● **Try it**:
Transcribe all of the data exactly. Omit the pictures.

● **Entries shown**:
◇ ◇ ◇ ◇
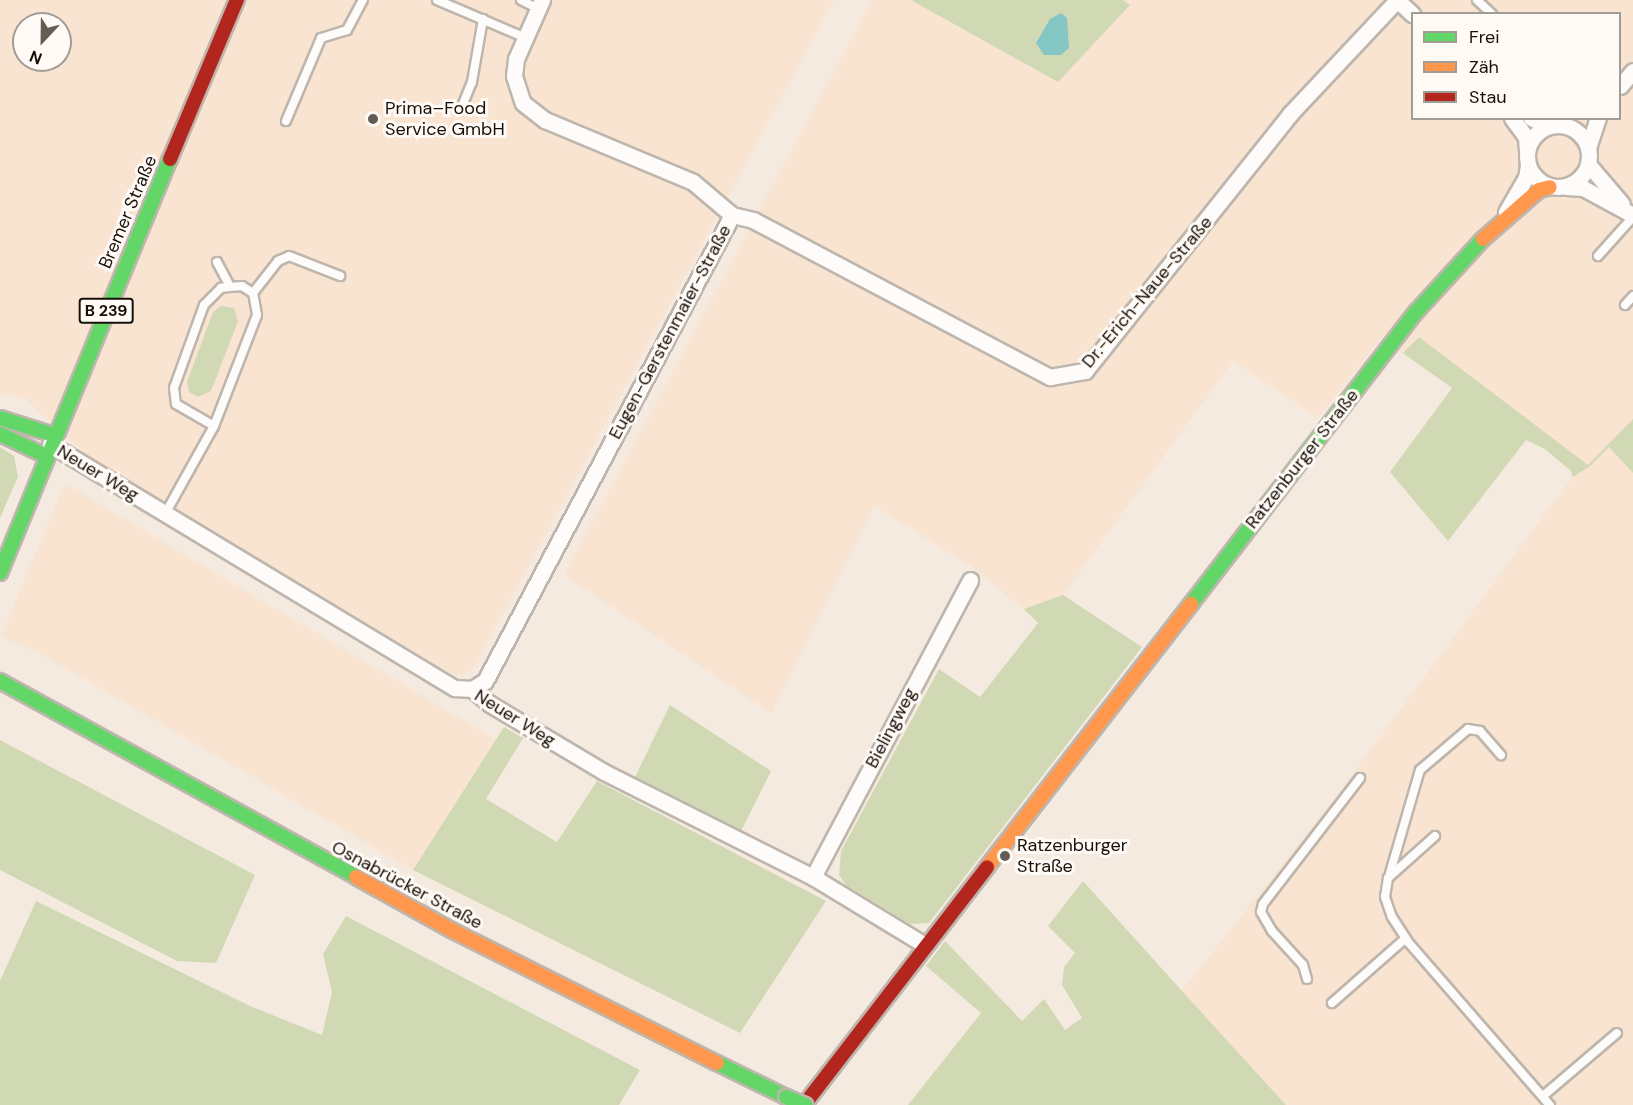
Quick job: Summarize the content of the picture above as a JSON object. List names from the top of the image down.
{
  "streets": {
    "main road": [
      "Bremer Straße",
      "B 239",
      "Ratzenburger Straße",
      "Osnabrücker Straße"
    ],
    "street": [
      "Dr.-Erich-Naue-Straße",
      "Eugen-Gerstenmaier-Straße",
      "Neuer Weg",
      "Bielingweg"
    ]
  },
  "crossings": [
    ["Bremer Straße", "Neuer Weg"],
    ["Dr.-Erich-Naue-Straße", "Eugen-Gerstenmaier-Straße"],
    ["Eugen-Gerstenmaier-Straße", "Neuer Weg"],
    ["Ratzenburger Straße", "Neuer Weg"],
    ["Ratzenburger Straße", "Osnabrücker Straße"],
    ["Neuer Weg", "Bielingweg"]
  ],
  "places": ["Prima–Food Service GmbH", "Ratzenburger Straße"],
  "legend": ["Frei", "Zäh", "Stau"],
  "north": "bottom"
}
◇ ◇ ◇ ◇
● **Expected output**:
Quick job: Summarize the content of the picture above as a JSON object. List names from the top of the image down.
{
  "streets": {
    "main road": [
      "Bremer Straße",
      "B 239",
      "Ratzenburger Straße",
      "Osnabrücker Straße"
    ],
    "street": [
      "Dr.-Erich-Naue-Straße",
      "Eugen-Gerstenmaier-Straße",
      "Neuer Weg",
      "Bielingweg"
    ]
  },
  "crossings": [
    ["Bremer Straße", "Neuer Weg"],
    ["Dr.-Erich-Naue-Straße", "Eugen-Gerstenmaier-Straße"],
    ["Eugen-Gerstenmaier-Straße", "Neuer Weg"],
    ["Ratzenburger Straße", "Neuer Weg"],
    ["Ratzenburger Straße", "Osnabrücker Straße"],
    ["Neuer Weg", "Bielingweg"]
  ],
  "places": ["Prima–Food Service GmbH", "Ratzenburger Straße"],
  "legend": ["Frei", "Zäh", "Stau"],
  "north": "bottom"
}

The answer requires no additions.